GRRC Tackles Key Clean Elections Regulation Today

Today the Governor’s Regulatory Review Council (GRRC) will consider whether the Citizen’s Clean Elections Commission (CCEC) has sufficiently curtailed its regulations in reaction to Proposition 306 passed by voters last year. If the preliminary sessions leading up to today’s vote are any indication, there will continue to be disagreement over CCEC’s role in campaign finance.

GRRC’s latest scrutiny over CCEC comes after CCEC moved in July to rescind a 2017 regulation that was intended to regulate (but not ban) publicly-funded candidates’ payments to political parties and nonprofit organizations for certain services. CCEC’s effort came in reaction to Proposition 306, which  passed at the 2018 general election and bars candidates from making any payment whatsoever to political parties or nonprofits.

How we got here. The original 2017 rule amendment grew out of a controversy when the Arizona Free Enterprise Club published an article in late 2016 arguing “[s]everal Democratic [c]andidates running for office contributed over $80,000 to the Democratic Party from funds provided through the program.” In response, CCEC put forward three rule proposals in early 2017 to amend CCEC’s Rule 702 governing “Use of Campaign Funds”: “Option A” would have banned all payments to political parties; “Option B” would have allowed payments only for specific types of services; and “Option C” did not limit the types of services but implemented certain safeguards. After much debate, CCEC adopted Option C on July 20, 2017.

In July 2019, CCEC sought to repeal the 2017 Rule 702 amendment in the wake of Prop. 306, but CCEC proposed to leave intact a preexisting portion of Rule 702 (not affected by the 2017 amendment) that had long allowed “payment from the candidate’s campaign bank account . . . [t]o a political committee, civic organization . . . or unincorporated association.” (In other words, CCEC essentially sought to return Rule 702 back the way it was prior to 2017). The problem was, a political committee includes a political party and most “organizations” and “associations” are nonprofits. In order to avoid running afoul of Prop. 306, therefore, CCEC should have proposed rescinding that pre-2017 portion of Rule 702 as well.

GRRC held a hearing on CCEC’s proposal on November 5, 2019 and expressed considerable skepticism. For example, even apart from the discussion whether the draft rule sufficiently complied with Prop. 306, one GRRC member appeared to question whether Rule 702 was void on independent grounds because it simply lacked any statutory basis. The member suggested CCEC not merely rescind the offending portions of Rule 702, but reword Rule 702 to affirmatively ban payments to nonprofit groups and political parties to more closely mirror Prop. 306. With that, GRRC voted to “return” the proposed regulation to CCEC for further amendment—a de facto veto.

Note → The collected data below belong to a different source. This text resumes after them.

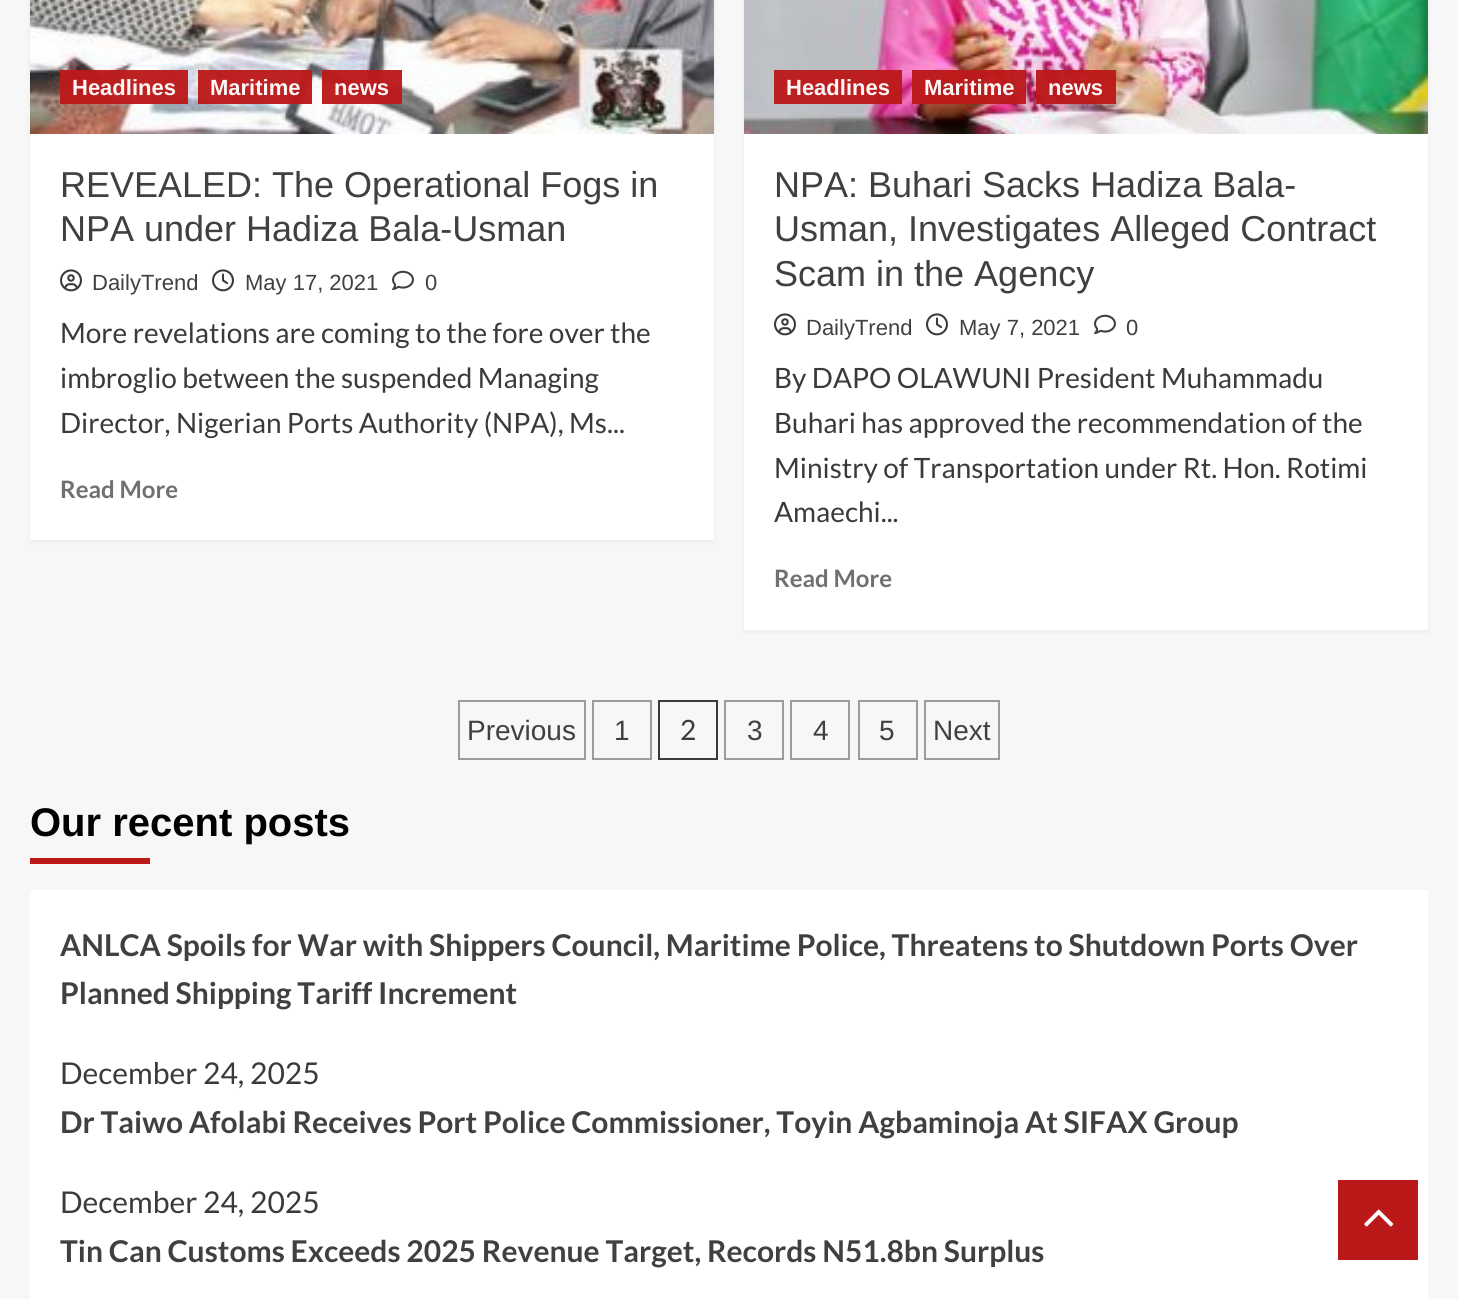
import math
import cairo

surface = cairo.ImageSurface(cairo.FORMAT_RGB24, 1458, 1299)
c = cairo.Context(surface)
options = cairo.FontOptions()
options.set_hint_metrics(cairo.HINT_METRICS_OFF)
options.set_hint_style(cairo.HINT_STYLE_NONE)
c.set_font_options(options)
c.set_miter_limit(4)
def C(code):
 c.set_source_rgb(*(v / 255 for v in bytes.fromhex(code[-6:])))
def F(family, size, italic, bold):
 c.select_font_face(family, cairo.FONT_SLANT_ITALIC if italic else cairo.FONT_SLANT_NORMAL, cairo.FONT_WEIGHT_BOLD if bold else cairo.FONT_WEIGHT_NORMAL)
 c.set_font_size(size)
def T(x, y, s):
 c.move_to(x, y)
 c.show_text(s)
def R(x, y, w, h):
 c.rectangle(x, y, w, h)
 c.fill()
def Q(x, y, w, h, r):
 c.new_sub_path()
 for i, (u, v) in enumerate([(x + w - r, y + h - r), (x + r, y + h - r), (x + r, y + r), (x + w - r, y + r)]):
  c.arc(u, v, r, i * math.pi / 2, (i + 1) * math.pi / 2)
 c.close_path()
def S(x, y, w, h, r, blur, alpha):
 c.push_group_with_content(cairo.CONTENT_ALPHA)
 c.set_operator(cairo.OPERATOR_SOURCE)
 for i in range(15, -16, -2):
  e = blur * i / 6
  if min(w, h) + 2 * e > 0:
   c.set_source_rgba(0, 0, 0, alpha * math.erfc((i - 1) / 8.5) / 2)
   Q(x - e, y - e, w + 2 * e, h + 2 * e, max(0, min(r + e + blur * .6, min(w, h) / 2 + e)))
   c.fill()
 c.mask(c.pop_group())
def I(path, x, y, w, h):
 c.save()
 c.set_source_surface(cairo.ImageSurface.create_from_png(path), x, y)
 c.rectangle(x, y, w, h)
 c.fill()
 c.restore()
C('f7f7f7')
c.paint()
C('000000')
S(30,-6,684,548,0,2,.05)
C('ffffff')
R(30,134,684,406)
I('1.png',30,0,684,134)
c.set_source_rgba(0.733,0.098,0.098,0.96)
R(60,70,128,34)
F('Liberation Sans',22,0,1)
C('fcf6f6')
T(72,95,'Headlines')
c.set_source_rgba(0.733,0.098,0.098,0.96)
R(198,70,114,34)
C('fcf6f6')
T(210,95,'Maritime')
c.set_source_rgba(0.733,0.098,0.098,0.96)
R(322,70,80,34)
C('fcf6f6')
T(334,95,'news')
F('Liberation Sans',36,0,0)
C('404040')
T(60,197,'REVEALED: The Operational Fogs in')
T(60,241,'NPA under Hadiza Bala-Usman')
I('2.png',60,269,22,23)
F('Liberation Sans',22,0,0)
T(92,290,'DailyTrend')
I('3.png',212,269,22,23)
T(245,290,'May 17, 2021')
I('4.png',392,270,22,20)
T(425,290,'0')
F('Lato',28,0,0)
C('3a3a3a')
T(60,343,'More revelations are coming to the fore over the')
T(60,388,'imbroglio between the suspended Managing')
T(60,433,'Director, Nigerian Ports Authority (NPA), Ms...')
F('Lato',24,0,1)
C('707070')
T(60,498,'Read More')
C('000000')
S(744,-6,684,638,0,2,.05)
C('ffffff')
R(744,134,684,496)
I('5.png',744,0,684,134)
c.set_source_rgba(0.733,0.098,0.098,0.96)
R(774,70,128,34)
F('Liberation Sans',22,0,1)
C('fcf6f6')
T(786,95,'Headlines')
c.set_source_rgba(0.733,0.098,0.098,0.96)
R(912,70,114,34)
C('fcf6f6')
T(924,95,'Maritime')
c.set_source_rgba(0.733,0.098,0.098,0.96)
R(1036,70,80,34)
C('fcf6f6')
T(1048,95,'news')
F('Liberation Sans',36,0,0)
C('404040')
T(774,197,'NPA: Buhari Sacks Hadiza Bala-')
T(774,241,'Usman, Investigates Alleged Contract')
T(774,286,'Scam in the Agency')
I('2.png',774,313,22,23)
F('Liberation Sans',22,0,0)
T(806,335,'DailyTrend')
I('3.png',926,313,22,23)
T(959,335,'May 7, 2021')
I('4.png',1094,314,22,20)
T(1126,335,'0')
F('Lato',28,0,0)
C('3a3a3a')
T(774,388,'By DAPO OLAWUNI President Muhammadu')
T(774,433,'Buhari has approved the recommendation of the')
T(774,478,'Ministry of Transportation under Rt. Hon. Rotimi')
T(774,522,'Amaechi...')
F('Lato',24,0,1)
C('707070')
T(774,587,'Read More')
c.rectangle(459,701,126,58)
C('9c9c9c')
c.stroke()
F('Liberation Sans',28,0,0)
C('404040')
T(467,740,'Previous')
c.rectangle(593,701,58,58)
C('9c9c9c')
c.stroke()
C('404040')
T(614,740,'1')
c.rectangle(659,701,58,58)
C('3a3a3a')
c.stroke()
F('Lato',28,0,0)
T(680,740,'2')
c.rectangle(725,701,58,58)
C('9c9c9c')
c.stroke()
F('Liberation Sans',28,0,0)
C('404040')
T(747,740,'3')
c.rectangle(791,701,58,58)
C('9c9c9c')
c.stroke()
C('404040')
T(813,740,'4')
c.rectangle(859,701,58,58)
C('9c9c9c')
c.stroke()
C('404040')
T(879,740,'5')
c.rectangle(925,701,74,58)
C('9c9c9c')
c.stroke()
C('404040')
T(933,740,'Next')
F('Liberation Sans',40,0,1)
C('000000')
T(30,836,'Our recent posts')
C('bb1919')
R(30,858,120,6)
C('ffffff')
R(30,890,1398,409)
F('Lato',30,0,1)
C('404040')
T(60,956,'ANLCA Spoils for War with Shippers Council, Maritime Police, Threatens to Shutdown Ports Over')
T(60,1004,'Planned Shipping Tariff Increment')
F('Lato',30,0,0)
C('3a3a3a')
T(60,1084,'December 24, 2025')
F('Lato',30,0,1)
C('404040')
T(60,1133,'Dr Taiwo Afolabi Receives Port Police Commissioner, Toyin Agbaminoja At SIFAX Group')
F('Lato',30,0,0)
C('3a3a3a')
T(60,1213,'December 24, 2025')
F('Lato',30,0,1)
C('404040')
T(60,1262,'Tin Can Customs Exceeds 2025 Revenue Target, Records N51.8bn Surplus')
C('bb1919')
R(1338,1180,80,80)
I('6.png',1364,1209,30,18)
surface.write_to_png('o.png')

In reaction, CCEC issued a new notice of rulemaking on November 14, 2019. CCEC merely sought to eliminate the offending portions in Rule 702, and did not take up the suggestion to affirmatively ban payments to nonprofit groups and political parties. thus, today’s hearing likely will turn on whether CCEC went far enough to satisfy GRRC. The study session that immediately preceded today’s hearing almost got testy, and it is possible GRRC may “return” Rule 702 back to the drawing board once again.

Where do publicly-funded candidates go from here? Regardless of what happens today, participating candidates still have options. CCEC left intact an entirely different regulation passed in July 2017 that allows participating candidates to pay campaign consultants. Under Prop. 306, those consultants cannot be tax exempt organizations such as unions or trade associations, but traditional for-profit consultants are fair game.

Why Prop. 306 matters to candidates. Privately-funded candidates are not hamstrung by Prop. 306 and not affected by the GRRC proceedings. For example, a privately-funded candidate may continue to purchase voter registration data from a political party. This represents quite an advantage, and might cause prospective candidates to think twice about running with public funds from CCEC.

Regardless of what happens between GRRC and CCEC, this imbalance between publicly-funded and privately-funded candidates is the real significance to watch. This and future GRRC/CCEC hearings are merely proxy wars in a broader debate about the proper role of public money to fund political campaigns.